Una gigantesca franja de sargazo cruza el Atlántico
El denominado Gran Cinturón de Sargazos del Atlántico alcanzó dimensiones récord y ya se extiende desde África occidental hasta el golfo de México.
Una enorme masa de algas marrones se extiende actualmente a lo largo del Atlántico y vuelve a encender las alertas entre científicos y comunidades costeras. Se trata del Gran Cinturón de Sargazos del Atlántico, una acumulación de algas flotantes que comenzó a observarse de manera masiva en 2011 y que desde entonces no dejó de expandirse. En mayo de 2026, las mediciones satelitales detectaron alrededor de 37,5 millones de toneladas de sargazo pelágico, formando una franja continua desde las costas de África occidental hasta el golfo de México. Un año antes, la extensión había alcanzado un récord de 8.850 kilómetros.
El fenómeno fue analizado en un estudio publicado en la revista Harmful Algae por investigadores del Harbor Branch Oceanographic Institute de la Florida Atlantic University. El trabajo reúne cuatro décadas de datos satelitales, mediciones de campo y análisis químicos y muestra un aumento sostenido de la biomasa y del área ocupada por estas algas. Los científicos vinculan buena parte de la expansión con una mayor disponibilidad de nitrógeno y fósforo. En condiciones favorables, la biomasa del sargazo puede duplicarse en apenas once días. Entre 1980 y 2020, la concentración de nitrógeno en sus tejidos aumentó un 55 %, mientras que la relación entre nitrógeno y fósforo creció un 50 %. Parte de esos nutrientes proviene de procesos oceánicos naturales, pero sobre todo de fuentes terrestres. Se trata principalmente de fertilizantes agrícolas, aguas residuales y deposición atmosférica provenientes de Brasil. El río Amazonas y su cuenca aparece como uno de los principales aportantes, ya que durante períodos de crecida descarga importantes cantidades de nutrientes en el Atlántico.
Los grandes sistemas de corrientes marinas, entre ellos el Loop Current y el Gulf Stream, terminan transportando estas masas hacia el Caribe y el golfo de México.
De refugio ecológico a problema costero
El sargazo cumple una función ecológica importante en mar abierto: ofrece refugio y alimento para numerosas especies de peces, invertebrados y tortugas marinas. El problema aparece cuando las acumulaciones llegan en cantidades masivas a las costas. Al descomponerse, las algas liberan sulfuro de hidrógeno, deterioran la calidad del aire, afectan playas, dañan arrecifes coralinos y pueden generar zonas con bajos niveles de oxígeno.

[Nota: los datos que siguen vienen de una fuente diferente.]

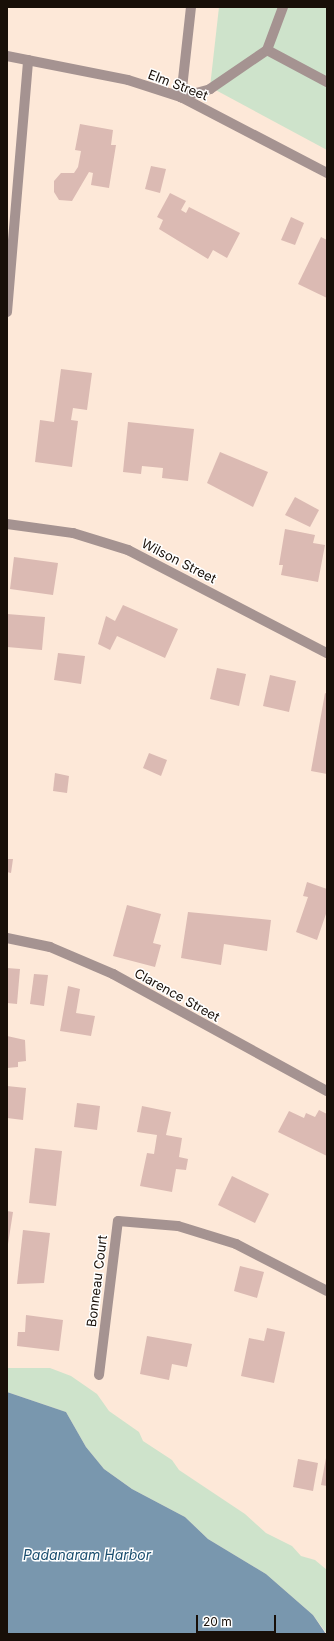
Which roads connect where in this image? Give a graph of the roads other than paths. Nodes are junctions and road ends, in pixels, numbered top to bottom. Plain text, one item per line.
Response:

Para los destinos turísticos del Caribe, el fenómeno representa además un costo creciente. La retirada permanente de algas exige importantes recursos, mientras los grandes arribazones pueden afectar el uso recreativo de las playas y alterar la experiencia del visitante. La descomposición de las algas produce también metano y otros gases de efecto invernadero, abriendo nuevas preguntas sobre su posible influencia en el ciclo del carbono.
Los investigadores consideran necesario mejorar los sistemas de monitoreo y pronóstico para anticipar dónde y cuándo se producirán las mayores acumulaciones, especialmente en regiones costeras dependientes del turismo. También señalan la necesidad de reducir los aportes excesivos de nutrientes desde tierra. La preocupación es que la eutrofización (el enriquecimiento de los ecosistemas con nitrógeno y fósforo) deje de ser un problema localizado en costas o estuarios y termine modificando áreas mucho más amplias del océano.
La expansión del sargazo no significa que todo el Atlántico vaya a quedar cubierto permanentemente por algas ni que todos los destinos caribeños sufran el mismo impacto cada temporada. Su distribución depende de corrientes, vientos, temperatura, precipitaciones y nutrientes. Sin embargo, el crecimiento registrado durante los últimos quince años confirma que el fenómeno dejó de ser excepcional. Para científicos, autoridades ambientales y destinos turísticos, el desafío será ahora predecir mejor sus movimientos, reducir sus causas de origen terrestre y gestionar sus efectos antes de que las grandes acumulaciones alcancen las costas.